§ EXERCISE INPUTS
╭──

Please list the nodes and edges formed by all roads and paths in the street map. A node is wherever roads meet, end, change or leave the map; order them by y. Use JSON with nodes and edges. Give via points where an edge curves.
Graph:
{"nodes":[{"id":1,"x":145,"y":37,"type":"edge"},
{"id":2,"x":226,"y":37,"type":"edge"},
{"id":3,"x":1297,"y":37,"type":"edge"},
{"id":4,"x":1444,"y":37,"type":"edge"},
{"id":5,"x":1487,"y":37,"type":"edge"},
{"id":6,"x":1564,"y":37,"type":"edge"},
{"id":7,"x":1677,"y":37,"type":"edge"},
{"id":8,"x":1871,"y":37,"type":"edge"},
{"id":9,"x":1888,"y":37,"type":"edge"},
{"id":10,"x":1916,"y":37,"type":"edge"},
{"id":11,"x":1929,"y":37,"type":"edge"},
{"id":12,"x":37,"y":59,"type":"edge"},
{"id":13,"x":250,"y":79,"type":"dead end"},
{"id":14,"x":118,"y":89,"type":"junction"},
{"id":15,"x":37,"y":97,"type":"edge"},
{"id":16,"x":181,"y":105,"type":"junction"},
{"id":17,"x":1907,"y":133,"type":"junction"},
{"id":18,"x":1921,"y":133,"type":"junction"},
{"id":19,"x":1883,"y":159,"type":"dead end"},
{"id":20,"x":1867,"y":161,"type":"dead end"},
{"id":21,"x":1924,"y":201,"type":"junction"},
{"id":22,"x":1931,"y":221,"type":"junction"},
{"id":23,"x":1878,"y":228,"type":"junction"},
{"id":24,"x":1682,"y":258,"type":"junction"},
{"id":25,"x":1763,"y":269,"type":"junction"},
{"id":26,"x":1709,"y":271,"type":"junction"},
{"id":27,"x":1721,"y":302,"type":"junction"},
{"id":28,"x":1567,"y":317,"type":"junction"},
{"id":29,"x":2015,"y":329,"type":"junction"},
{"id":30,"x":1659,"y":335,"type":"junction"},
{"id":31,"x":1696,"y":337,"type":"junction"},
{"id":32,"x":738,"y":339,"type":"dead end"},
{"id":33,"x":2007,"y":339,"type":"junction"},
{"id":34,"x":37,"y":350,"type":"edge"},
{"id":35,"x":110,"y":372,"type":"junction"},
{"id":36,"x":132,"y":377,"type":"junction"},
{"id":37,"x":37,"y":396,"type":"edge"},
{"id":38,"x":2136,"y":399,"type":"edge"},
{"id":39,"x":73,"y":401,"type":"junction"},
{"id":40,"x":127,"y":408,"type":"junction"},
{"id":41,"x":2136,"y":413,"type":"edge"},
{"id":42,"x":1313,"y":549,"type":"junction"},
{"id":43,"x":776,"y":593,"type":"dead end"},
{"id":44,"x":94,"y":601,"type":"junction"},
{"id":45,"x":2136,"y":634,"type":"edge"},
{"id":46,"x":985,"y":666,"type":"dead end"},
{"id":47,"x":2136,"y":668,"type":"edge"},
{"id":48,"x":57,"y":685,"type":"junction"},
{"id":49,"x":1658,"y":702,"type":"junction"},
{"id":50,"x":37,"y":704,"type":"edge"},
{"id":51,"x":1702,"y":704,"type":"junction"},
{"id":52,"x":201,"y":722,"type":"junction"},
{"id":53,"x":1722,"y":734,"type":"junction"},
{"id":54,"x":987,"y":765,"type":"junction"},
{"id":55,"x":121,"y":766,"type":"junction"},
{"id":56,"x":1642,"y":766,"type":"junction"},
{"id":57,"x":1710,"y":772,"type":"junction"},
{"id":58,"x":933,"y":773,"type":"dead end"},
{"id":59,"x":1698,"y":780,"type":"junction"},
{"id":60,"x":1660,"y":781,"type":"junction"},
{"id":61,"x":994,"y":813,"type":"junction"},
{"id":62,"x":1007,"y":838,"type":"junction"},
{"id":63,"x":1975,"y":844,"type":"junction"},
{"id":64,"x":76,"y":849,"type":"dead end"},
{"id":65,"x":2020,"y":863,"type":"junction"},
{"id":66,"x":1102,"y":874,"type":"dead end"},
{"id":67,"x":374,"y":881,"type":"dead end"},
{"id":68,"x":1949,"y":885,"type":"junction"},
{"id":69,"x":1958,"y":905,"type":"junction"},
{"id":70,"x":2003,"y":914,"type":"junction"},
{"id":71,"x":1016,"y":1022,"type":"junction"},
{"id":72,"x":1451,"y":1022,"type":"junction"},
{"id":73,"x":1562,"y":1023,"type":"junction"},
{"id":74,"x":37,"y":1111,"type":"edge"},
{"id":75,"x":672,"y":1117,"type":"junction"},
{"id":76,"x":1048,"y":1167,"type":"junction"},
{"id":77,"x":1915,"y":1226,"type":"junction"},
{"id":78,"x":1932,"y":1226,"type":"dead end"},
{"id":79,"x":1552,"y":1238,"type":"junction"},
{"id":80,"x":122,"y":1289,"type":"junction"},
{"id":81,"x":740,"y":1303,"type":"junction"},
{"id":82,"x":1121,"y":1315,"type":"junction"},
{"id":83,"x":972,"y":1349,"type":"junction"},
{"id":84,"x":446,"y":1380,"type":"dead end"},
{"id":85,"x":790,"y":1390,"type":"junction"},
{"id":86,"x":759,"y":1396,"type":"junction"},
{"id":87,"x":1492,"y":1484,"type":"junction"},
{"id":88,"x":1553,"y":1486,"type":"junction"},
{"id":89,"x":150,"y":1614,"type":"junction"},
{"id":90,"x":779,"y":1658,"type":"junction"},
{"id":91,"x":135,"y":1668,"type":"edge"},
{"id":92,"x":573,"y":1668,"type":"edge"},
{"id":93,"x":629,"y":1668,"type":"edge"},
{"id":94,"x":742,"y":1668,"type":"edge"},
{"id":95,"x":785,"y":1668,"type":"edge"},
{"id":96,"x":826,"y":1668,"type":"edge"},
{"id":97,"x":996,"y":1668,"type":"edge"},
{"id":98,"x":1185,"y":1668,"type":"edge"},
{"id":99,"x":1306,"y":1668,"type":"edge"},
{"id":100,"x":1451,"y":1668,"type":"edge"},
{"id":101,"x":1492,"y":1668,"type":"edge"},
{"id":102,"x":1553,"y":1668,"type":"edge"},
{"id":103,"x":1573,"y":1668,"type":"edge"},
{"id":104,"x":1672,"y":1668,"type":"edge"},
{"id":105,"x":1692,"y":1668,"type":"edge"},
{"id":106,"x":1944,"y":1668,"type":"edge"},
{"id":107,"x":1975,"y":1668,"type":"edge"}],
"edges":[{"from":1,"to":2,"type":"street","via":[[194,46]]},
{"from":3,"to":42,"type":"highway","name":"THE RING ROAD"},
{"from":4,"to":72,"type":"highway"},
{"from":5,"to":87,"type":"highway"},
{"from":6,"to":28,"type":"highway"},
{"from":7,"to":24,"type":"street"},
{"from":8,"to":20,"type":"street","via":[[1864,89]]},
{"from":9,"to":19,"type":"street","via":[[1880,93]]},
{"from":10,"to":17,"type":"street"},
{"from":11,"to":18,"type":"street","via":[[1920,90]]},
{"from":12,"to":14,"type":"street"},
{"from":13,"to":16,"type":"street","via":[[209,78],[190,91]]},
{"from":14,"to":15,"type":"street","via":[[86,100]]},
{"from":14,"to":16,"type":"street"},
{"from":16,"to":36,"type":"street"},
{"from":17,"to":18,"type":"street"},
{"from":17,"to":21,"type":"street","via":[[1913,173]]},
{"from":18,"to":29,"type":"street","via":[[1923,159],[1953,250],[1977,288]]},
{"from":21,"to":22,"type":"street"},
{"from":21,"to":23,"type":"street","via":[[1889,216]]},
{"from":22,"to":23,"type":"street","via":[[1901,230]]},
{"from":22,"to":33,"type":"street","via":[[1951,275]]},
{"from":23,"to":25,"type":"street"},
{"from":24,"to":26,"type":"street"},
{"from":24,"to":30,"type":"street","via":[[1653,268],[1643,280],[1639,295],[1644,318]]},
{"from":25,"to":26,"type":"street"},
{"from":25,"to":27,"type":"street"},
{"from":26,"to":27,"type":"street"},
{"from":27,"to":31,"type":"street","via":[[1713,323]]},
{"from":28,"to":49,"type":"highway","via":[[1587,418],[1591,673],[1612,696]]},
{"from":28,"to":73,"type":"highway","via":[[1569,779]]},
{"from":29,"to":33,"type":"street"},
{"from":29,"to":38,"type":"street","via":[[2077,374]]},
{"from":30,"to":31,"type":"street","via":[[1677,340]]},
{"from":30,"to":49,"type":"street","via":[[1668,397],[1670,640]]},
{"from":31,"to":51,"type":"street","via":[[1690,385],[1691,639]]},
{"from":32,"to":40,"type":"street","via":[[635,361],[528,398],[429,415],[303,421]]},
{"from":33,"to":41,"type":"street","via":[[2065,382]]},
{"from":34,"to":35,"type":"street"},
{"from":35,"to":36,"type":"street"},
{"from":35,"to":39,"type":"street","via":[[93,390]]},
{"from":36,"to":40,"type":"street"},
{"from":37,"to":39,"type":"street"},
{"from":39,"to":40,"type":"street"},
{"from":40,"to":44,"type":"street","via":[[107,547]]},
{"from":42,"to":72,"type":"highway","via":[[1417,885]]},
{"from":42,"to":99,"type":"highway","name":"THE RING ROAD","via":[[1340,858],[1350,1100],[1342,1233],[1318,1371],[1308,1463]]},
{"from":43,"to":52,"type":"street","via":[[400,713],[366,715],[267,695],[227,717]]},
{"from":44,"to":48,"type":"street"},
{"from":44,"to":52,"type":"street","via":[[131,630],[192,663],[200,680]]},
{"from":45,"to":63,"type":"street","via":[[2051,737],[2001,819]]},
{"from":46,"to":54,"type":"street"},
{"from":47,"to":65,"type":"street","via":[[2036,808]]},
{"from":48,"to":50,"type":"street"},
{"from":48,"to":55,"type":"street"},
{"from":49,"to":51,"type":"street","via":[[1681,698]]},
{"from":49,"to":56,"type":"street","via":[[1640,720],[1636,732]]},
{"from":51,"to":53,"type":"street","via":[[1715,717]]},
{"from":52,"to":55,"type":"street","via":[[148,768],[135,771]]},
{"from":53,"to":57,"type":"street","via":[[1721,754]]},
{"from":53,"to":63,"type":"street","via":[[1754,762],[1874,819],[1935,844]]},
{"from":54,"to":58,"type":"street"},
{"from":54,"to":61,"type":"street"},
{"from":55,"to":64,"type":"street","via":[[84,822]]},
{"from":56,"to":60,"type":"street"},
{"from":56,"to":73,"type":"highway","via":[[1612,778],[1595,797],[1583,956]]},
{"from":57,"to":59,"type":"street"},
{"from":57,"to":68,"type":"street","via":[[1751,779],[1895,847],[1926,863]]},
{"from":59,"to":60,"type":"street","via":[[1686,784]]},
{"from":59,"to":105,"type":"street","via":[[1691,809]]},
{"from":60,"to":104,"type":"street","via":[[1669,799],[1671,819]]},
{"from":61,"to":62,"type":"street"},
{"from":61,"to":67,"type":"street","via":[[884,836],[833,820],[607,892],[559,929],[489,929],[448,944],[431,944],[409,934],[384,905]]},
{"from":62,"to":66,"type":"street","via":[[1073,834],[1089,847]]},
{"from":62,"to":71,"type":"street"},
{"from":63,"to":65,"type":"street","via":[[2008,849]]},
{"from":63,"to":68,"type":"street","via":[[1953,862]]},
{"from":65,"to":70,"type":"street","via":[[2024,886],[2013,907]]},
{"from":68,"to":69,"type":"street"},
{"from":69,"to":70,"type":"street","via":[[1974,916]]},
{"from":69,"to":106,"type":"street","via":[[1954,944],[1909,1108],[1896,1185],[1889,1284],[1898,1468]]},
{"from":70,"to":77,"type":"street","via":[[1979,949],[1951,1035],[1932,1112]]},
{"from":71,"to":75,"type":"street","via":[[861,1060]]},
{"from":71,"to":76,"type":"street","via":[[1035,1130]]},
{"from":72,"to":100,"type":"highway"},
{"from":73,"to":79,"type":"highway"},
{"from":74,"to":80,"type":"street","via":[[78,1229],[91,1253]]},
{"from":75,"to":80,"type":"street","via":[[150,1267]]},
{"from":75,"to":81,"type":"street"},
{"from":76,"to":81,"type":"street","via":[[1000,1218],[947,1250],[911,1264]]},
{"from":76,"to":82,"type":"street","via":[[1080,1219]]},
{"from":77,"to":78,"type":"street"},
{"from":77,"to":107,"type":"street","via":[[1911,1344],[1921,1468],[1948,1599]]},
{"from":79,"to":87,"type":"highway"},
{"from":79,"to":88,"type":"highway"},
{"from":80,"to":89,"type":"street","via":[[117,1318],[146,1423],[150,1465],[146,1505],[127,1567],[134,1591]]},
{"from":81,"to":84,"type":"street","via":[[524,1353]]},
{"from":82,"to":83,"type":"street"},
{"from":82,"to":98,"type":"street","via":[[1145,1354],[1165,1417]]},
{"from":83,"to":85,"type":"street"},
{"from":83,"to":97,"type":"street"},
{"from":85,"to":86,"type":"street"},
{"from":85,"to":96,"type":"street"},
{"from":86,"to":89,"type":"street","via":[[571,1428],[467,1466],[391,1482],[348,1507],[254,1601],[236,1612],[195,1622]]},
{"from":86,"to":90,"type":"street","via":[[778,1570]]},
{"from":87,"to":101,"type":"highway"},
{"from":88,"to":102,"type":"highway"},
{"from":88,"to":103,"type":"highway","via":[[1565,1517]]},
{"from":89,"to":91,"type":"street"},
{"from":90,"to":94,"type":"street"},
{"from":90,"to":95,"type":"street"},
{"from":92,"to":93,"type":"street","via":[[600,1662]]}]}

╰──

§ DIRECTIONS
Tell how many lines in the material hold the word "edges". Reply with the number only.

§ FINISHED EXERCISE
2